Dad and Mom lived in four homes during 50 years of marriage: a newlywed bungalow, their bring-the-babies-home house, their larger place, and a downsized-ranch. Mom loved being a homemaker, and when Dad (13 years her senior) suggested a retirement community, she wouldn’t hear of it.
Later, when he died after only two weeks warning, Mom clung to their home like it was Dad himself. Being without him was heartbreaking, but it focused her attention on life after death like never before.
She told us about the night she was out watering her garden near midnight when she heard footsteps approaching. “Were you afraid?” I said.
“Actually I was hoping he had a gun and would do me in,” she said. “Then I’d get to be with your father.” She was only half joking.
Not long after that, Mom fell and broke her hip badly, requiring surgery. She had great confidence in the doctor, a family friend, but was secretly hoping the O.R. would be her launch pad to heaven. But the surgery went flawlessly, and Mary was there to tell her about it when she came out of the anesthetic.

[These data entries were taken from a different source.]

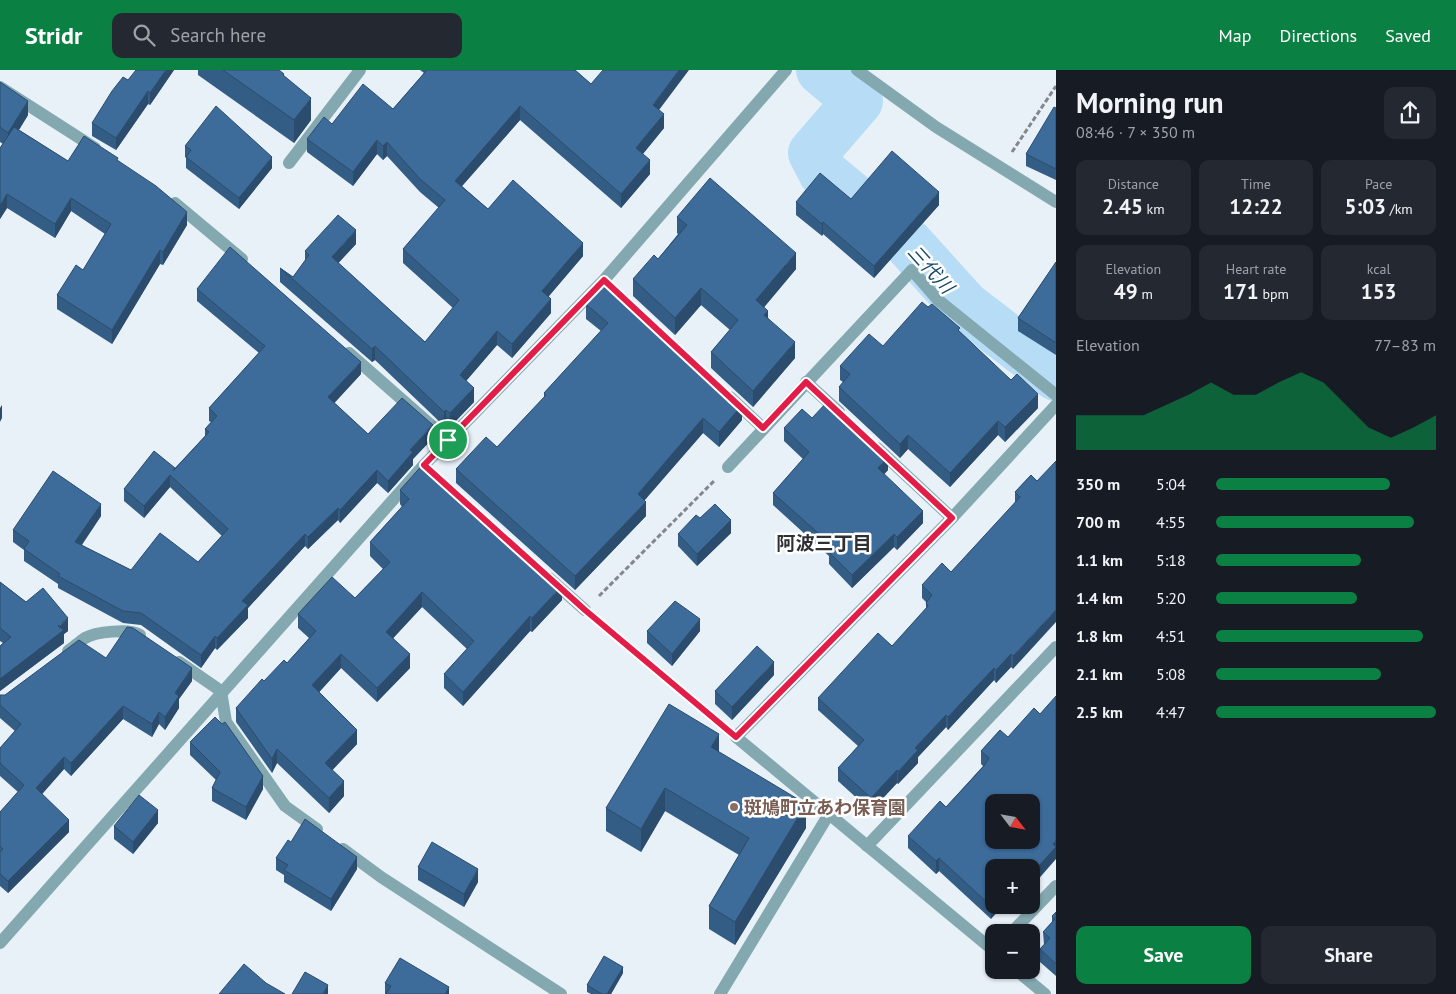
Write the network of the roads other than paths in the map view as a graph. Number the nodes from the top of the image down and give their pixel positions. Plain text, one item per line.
1 (360, 70) edge
2 (857, 70) edge
3 (784, 72) edge
4 (0, 87) edge
5 (109, 156) edge
6 (289, 163) dead end
7 (164, 195) edge
8 (1056, 202) edge
9 (248, 264) edge
10 (337, 342) edge
11 (806, 382) junction
12 (720, 387) edge
13 (1056, 395) edge
14 (1056, 405) edge
15 (850, 422) edge
16 (763, 428) junction
17 (864, 436) edge
18 (448, 440) junction
19 (728, 467) road end
20 (952, 518) junction
21 (541, 571) edge
22 (585, 610) road end
23 (152, 643) edge
24 (1056, 647) edge
25 (167, 653) edge
26 (55, 660) edge
27 (221, 691) junction
28 (829, 814) junction
29 (867, 846) junction
30 (1056, 886) edge
31 (1020, 924) edge
32 (0, 943) edge
33 (985, 944) edge
34 (1027, 979) edge
35 (561, 994) edge
36 (720, 994) edge
37 (1045, 994) edge

1 - 6 street
2 - 8 street
3 - 18 street
4 - 5 street
7 - 9 street
10 - 18 street
11 - 13 street
11 - 15 street
11 - 16 street
12 - 16 street
14 - 20 street
16 - 19 street
17 - 20 street
18 - 27 street
20 - 28 street
21 - 22 street
23 - 26 street
24 - 29 street
25 - 27 street
27 - 32 street
27 - 35 street
28 - 29 street
28 - 36 street
29 - 33 street
30 - 31 street
34 - 37 street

Still groggy, Mom’s first word was, “Carl?”
“No,” Mary said. “It’s just me.”
Mom pulled the covers over her head and burst into tears, realizing she hadn’t ended up in heaven after all. Days later, well on the way to a full recovery she said, “I gave God a perfect chance to take me, and he passed it up.” (She lived 13 more years.)
Mom’s push toward heaven seemed extreme, but I admire two things about it: (1) her true love for Dad came through, and (2) her certainty of heaven was unshakeable. Day to day, hour to hour, a real heaven was on her mind, a specific place where her beloved had already gone.

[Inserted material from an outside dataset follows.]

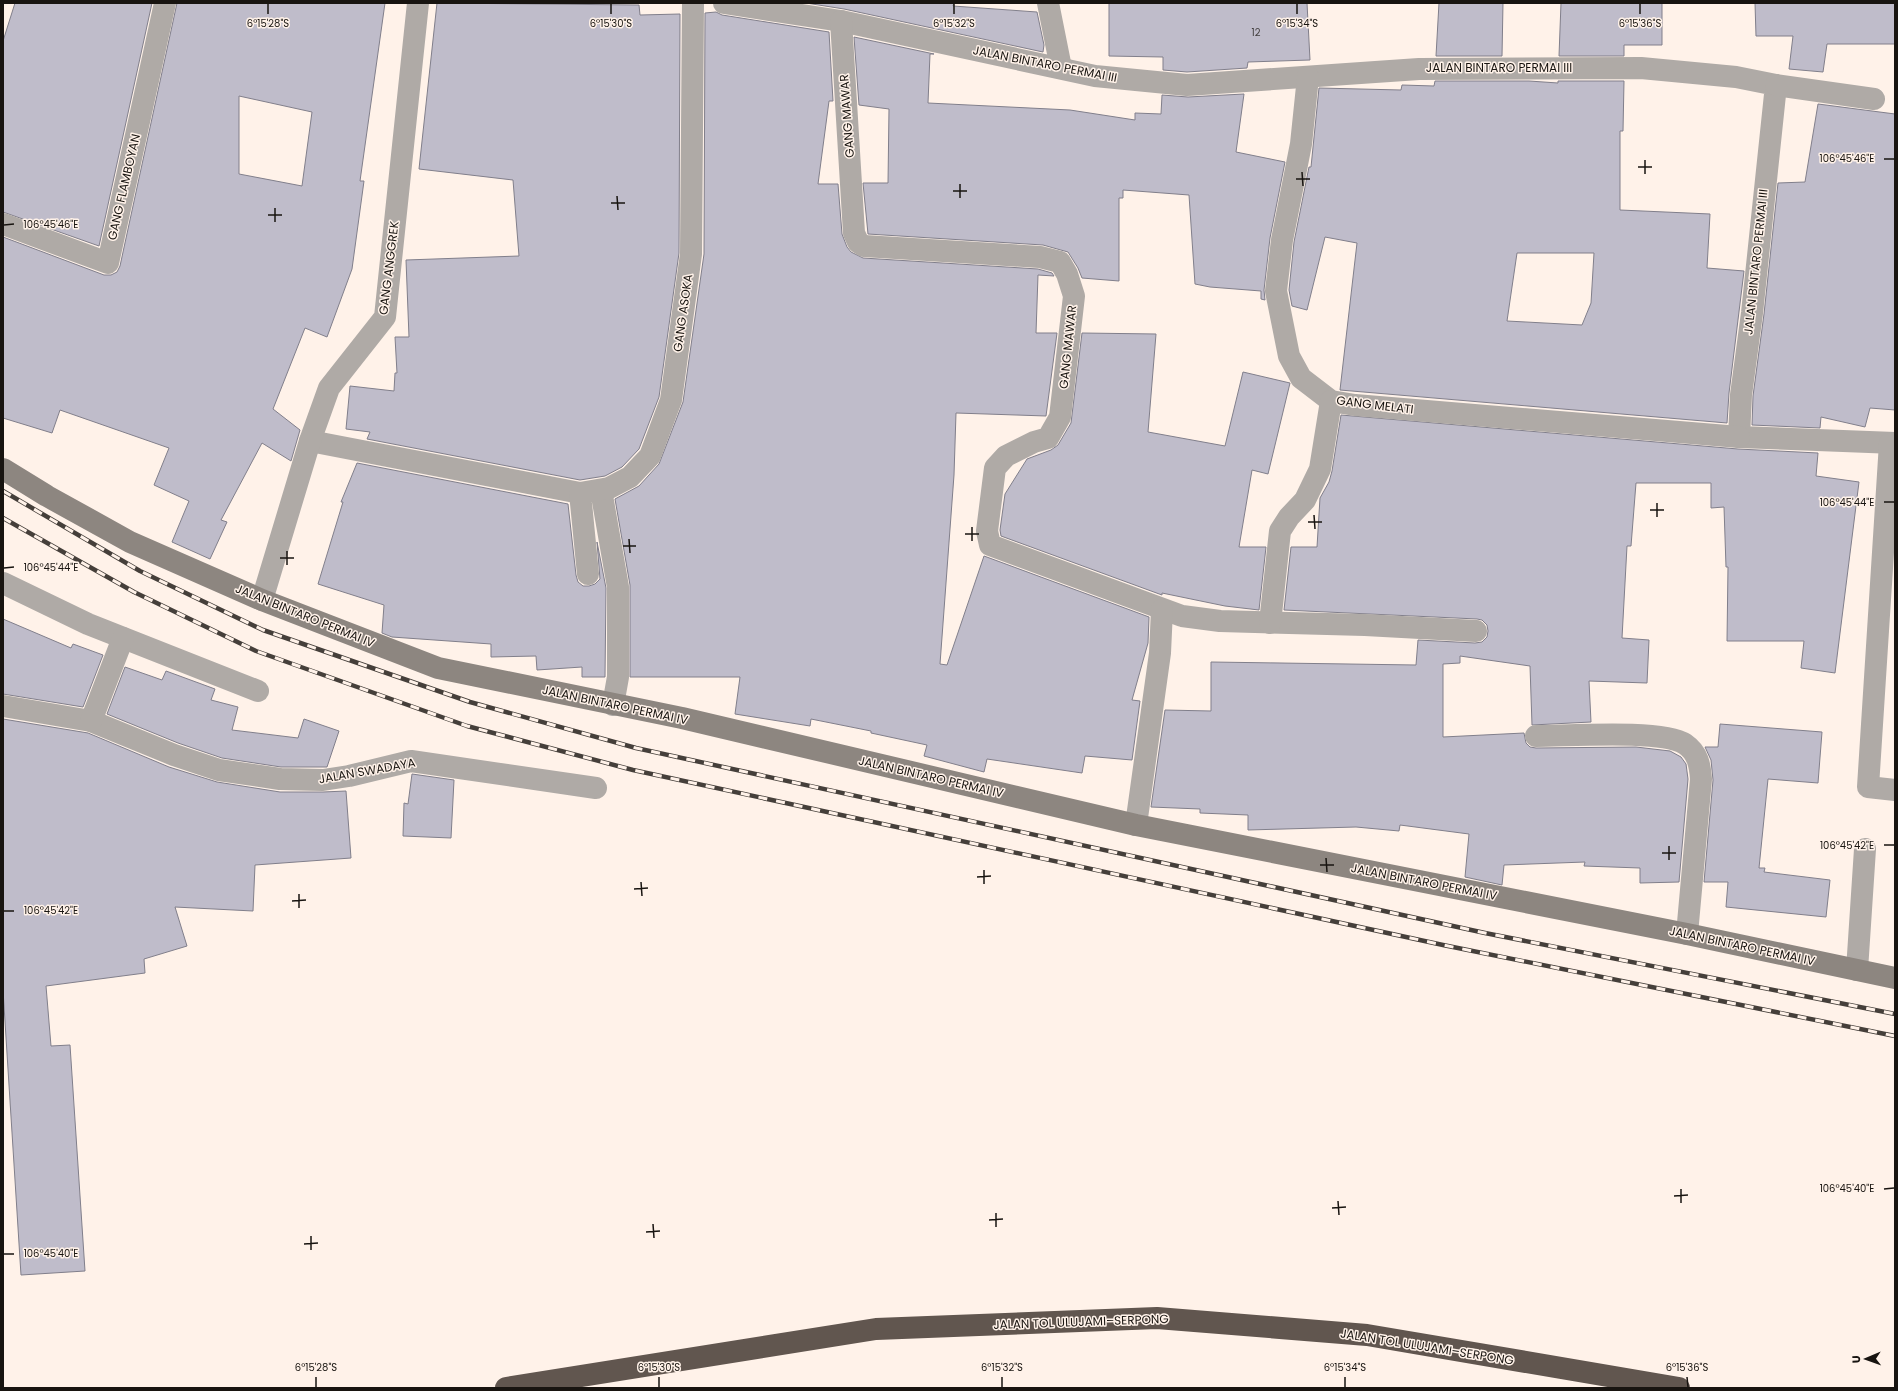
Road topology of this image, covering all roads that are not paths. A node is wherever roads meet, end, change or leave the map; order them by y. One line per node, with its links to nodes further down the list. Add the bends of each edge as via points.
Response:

Mom’s desire to be with Dad wasn’t her only heaven-themed longing. Her deepest craving was to run into the waiting arms of Jesus her Savior. She referenced that moment often and never doubted its authenticity. In 60 years as her daughter, I never heard a smidgen of uncertainty in her talk of one day living with Jesus.
Sometimes I find myself a little unsure. It isn’t exactly doubt, but it’s a serious wondering. How will it work when I move to the next world? The greeting we’ve heard some will get at heaven’s gate (well-done-good-and-faithful-servant) won’t apply to me. I love the Lord, but faithful servant? Not really. So, what are the other greeting possibilities? I wonder.
And what about the rush of guilt I’ll feel when I look into Jesus’ eyes? Or the regret that’ll sweep over me about my disobedience? What about my idle words? Time wasted? Bypassed opportunities? I wonder and wonder. How can it possibly go well?
But Mom? She never wondered. She was just plain sure, and that was delightfully refreshing.
“You guide me with your counsel, and afterward you will receive me to glory.” (Psalm 73:24)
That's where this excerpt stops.